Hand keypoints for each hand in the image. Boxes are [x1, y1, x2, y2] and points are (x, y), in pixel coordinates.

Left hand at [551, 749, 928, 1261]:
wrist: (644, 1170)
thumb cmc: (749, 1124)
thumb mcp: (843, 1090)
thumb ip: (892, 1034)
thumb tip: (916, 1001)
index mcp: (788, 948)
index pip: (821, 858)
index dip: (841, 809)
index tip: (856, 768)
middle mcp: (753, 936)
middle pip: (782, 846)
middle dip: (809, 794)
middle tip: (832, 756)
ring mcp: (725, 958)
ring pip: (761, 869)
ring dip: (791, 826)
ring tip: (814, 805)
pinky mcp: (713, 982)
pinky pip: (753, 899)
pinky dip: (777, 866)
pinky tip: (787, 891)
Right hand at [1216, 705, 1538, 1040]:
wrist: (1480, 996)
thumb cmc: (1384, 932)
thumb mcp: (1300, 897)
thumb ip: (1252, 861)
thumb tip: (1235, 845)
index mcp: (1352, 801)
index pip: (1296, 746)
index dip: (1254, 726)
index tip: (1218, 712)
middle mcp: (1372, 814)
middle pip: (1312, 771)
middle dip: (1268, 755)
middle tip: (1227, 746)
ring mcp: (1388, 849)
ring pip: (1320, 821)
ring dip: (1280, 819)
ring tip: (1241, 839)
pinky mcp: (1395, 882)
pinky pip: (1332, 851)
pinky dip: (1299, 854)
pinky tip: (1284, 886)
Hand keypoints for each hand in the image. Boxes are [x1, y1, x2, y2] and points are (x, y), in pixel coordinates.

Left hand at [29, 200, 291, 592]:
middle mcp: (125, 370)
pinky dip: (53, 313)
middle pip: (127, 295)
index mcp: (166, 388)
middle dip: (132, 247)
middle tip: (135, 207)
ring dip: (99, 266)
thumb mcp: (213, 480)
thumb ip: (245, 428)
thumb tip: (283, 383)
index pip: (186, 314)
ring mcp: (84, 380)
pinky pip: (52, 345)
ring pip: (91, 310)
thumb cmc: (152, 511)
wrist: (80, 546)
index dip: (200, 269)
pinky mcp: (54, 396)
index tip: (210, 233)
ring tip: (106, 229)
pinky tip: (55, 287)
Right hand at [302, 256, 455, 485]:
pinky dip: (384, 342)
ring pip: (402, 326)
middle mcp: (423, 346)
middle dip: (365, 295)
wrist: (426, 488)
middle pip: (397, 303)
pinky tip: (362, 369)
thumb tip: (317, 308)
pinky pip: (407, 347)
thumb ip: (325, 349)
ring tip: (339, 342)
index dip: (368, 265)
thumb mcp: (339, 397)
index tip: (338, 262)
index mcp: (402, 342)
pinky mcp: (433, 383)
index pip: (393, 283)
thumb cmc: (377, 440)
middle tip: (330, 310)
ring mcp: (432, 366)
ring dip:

**********

Work request | Down to the last line, restate the records exactly.

Written answer |
Hand keypoints for each hand in the image. Boxes are [x1, y1, x2, y2] and points are (x, y), in pixel coordinates.

Left hand at [551, 749, 928, 1261]:
wrist: (644, 1170)
thumb cmc: (749, 1124)
thumb mcp: (843, 1090)
thumb ip: (892, 1034)
thumb tip: (916, 1001)
index mcp: (788, 948)
index pip: (821, 858)
index dip: (841, 809)
index tip: (856, 768)
middle mcp: (753, 936)
middle pip: (782, 846)
middle dip: (809, 794)
middle tip: (832, 756)
ring mcp: (725, 958)
ring pip: (761, 869)
ring dip: (791, 826)
ring tip: (814, 805)
pinky mcp: (713, 982)
pinky pip: (753, 899)
pinky dip: (777, 866)
pinky tip: (787, 891)
Right hand at [1216, 705, 1538, 1040]:
wrist: (1480, 996)
thumb cmc: (1384, 932)
thumb mcp: (1300, 897)
thumb ip: (1252, 861)
thumb tip: (1235, 845)
index mcp: (1352, 801)
index pip: (1296, 746)
index dip: (1254, 726)
index tip: (1218, 712)
middle mcp: (1372, 814)
middle pip: (1312, 771)
middle dip: (1268, 755)
middle tip: (1227, 746)
ring mcp: (1388, 849)
ring pip: (1320, 821)
ring dip: (1280, 819)
ring tip: (1241, 839)
pinky mcp: (1395, 882)
pinky pip: (1332, 851)
pinky dip: (1299, 854)
pinky tip: (1284, 886)
Hand keypoints for each hand in the image. Boxes are [x1, y1, x2, y2] and points are (x, y), in pixel coordinates.

Left hand at [29, 200, 291, 592]:
middle mcp: (125, 370)
pinky dip: (53, 313)
middle pip: (127, 295)
index mcp: (166, 388)
middle dip: (132, 247)
middle tip: (135, 207)
ring dip: (99, 266)
thumb mcp: (213, 480)
thumb ip: (245, 428)
thumb tip: (283, 383)
index pip: (186, 314)
ring mcp: (84, 380)
pinky pip: (52, 345)
ring pip: (91, 310)
thumb cmc: (152, 511)
wrist: (80, 546)
index dip: (200, 269)
pinky mcp: (54, 396)
index tip: (210, 233)
ring tip: (106, 229)
pinky tip: (55, 287)
Right hand at [302, 256, 455, 485]:
pinky dip: (384, 342)
ring pip: (402, 326)
middle mcp: (423, 346)
middle dip: (365, 295)
wrist: (426, 488)
middle pip: (397, 303)
pinky tip: (362, 369)
thumb tip: (317, 308)
pinky pip: (407, 347)
thumb ip: (325, 349)
ring tip: (339, 342)
index dip: (368, 265)
thumb mcp: (339, 397)
index tip: (338, 262)
index mcp: (402, 342)
pinky mcp: (433, 383)
index pip: (393, 283)
thumb cmc: (377, 440)
middle tip: (330, 310)
ring mcp: (432, 366)
ring dip:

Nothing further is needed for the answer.